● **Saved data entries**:
= Beginning of Section =
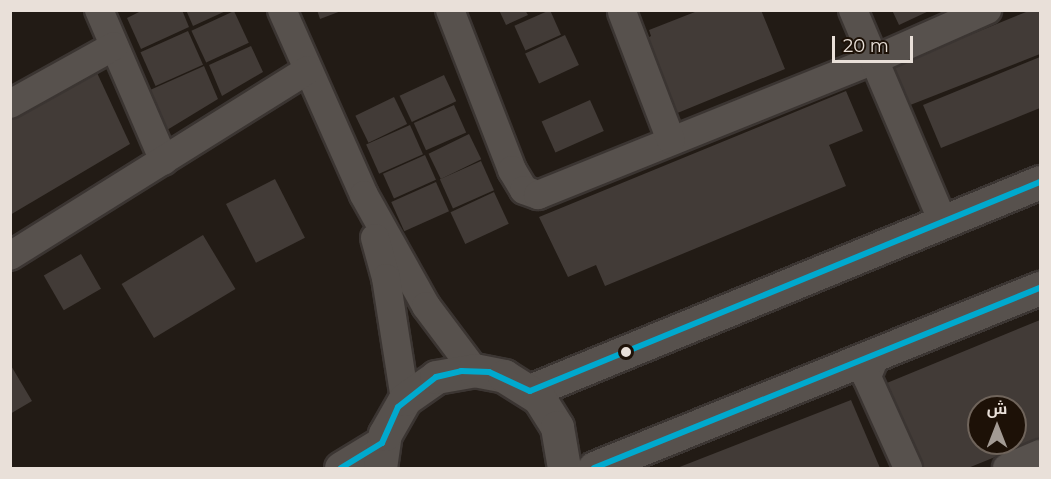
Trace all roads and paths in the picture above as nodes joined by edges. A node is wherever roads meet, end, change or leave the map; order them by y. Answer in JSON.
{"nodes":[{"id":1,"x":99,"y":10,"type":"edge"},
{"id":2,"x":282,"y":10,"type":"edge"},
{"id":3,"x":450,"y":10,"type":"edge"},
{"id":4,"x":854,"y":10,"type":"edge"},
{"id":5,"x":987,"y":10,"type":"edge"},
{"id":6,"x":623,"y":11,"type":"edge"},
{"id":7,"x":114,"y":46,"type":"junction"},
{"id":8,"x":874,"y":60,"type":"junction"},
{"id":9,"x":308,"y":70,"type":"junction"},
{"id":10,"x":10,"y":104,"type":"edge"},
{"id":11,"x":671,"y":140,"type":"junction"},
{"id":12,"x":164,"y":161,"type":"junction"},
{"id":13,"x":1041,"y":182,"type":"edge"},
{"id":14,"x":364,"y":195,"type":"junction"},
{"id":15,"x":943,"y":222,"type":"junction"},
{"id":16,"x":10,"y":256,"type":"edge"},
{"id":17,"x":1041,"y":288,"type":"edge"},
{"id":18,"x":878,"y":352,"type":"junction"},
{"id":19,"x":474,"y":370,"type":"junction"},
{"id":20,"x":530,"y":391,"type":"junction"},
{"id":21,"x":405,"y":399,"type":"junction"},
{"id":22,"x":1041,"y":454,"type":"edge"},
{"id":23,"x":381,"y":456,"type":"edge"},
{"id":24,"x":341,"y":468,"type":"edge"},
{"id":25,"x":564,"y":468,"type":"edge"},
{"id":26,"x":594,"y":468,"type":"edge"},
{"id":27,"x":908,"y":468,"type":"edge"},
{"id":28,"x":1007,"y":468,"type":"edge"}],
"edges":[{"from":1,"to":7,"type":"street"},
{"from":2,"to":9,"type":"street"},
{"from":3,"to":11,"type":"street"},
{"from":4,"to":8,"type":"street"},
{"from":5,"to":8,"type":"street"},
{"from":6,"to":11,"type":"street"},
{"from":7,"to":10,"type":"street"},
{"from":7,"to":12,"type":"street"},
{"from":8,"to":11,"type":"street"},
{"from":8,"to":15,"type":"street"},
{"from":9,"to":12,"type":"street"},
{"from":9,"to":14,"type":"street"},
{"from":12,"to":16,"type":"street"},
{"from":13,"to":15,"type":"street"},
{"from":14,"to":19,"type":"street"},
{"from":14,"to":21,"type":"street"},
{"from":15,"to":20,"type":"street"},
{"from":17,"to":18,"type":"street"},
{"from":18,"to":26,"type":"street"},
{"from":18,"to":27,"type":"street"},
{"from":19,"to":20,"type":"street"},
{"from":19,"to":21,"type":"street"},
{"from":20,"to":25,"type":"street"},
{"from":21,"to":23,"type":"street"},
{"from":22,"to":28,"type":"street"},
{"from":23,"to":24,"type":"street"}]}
= End of Section =
● **REQUIREMENT**: Each line of the data in which the string "nodes" appears needs to be copied.

● **ANSWER TO THE PROBLEM**:
Trace all roads and paths in the picture above as nodes joined by edges. A node is wherever roads meet, end, change or leave the map; order them by y. Answer in JSON.
{"nodes":[{"id":1,"x":99,"y":10,"type":"edge"},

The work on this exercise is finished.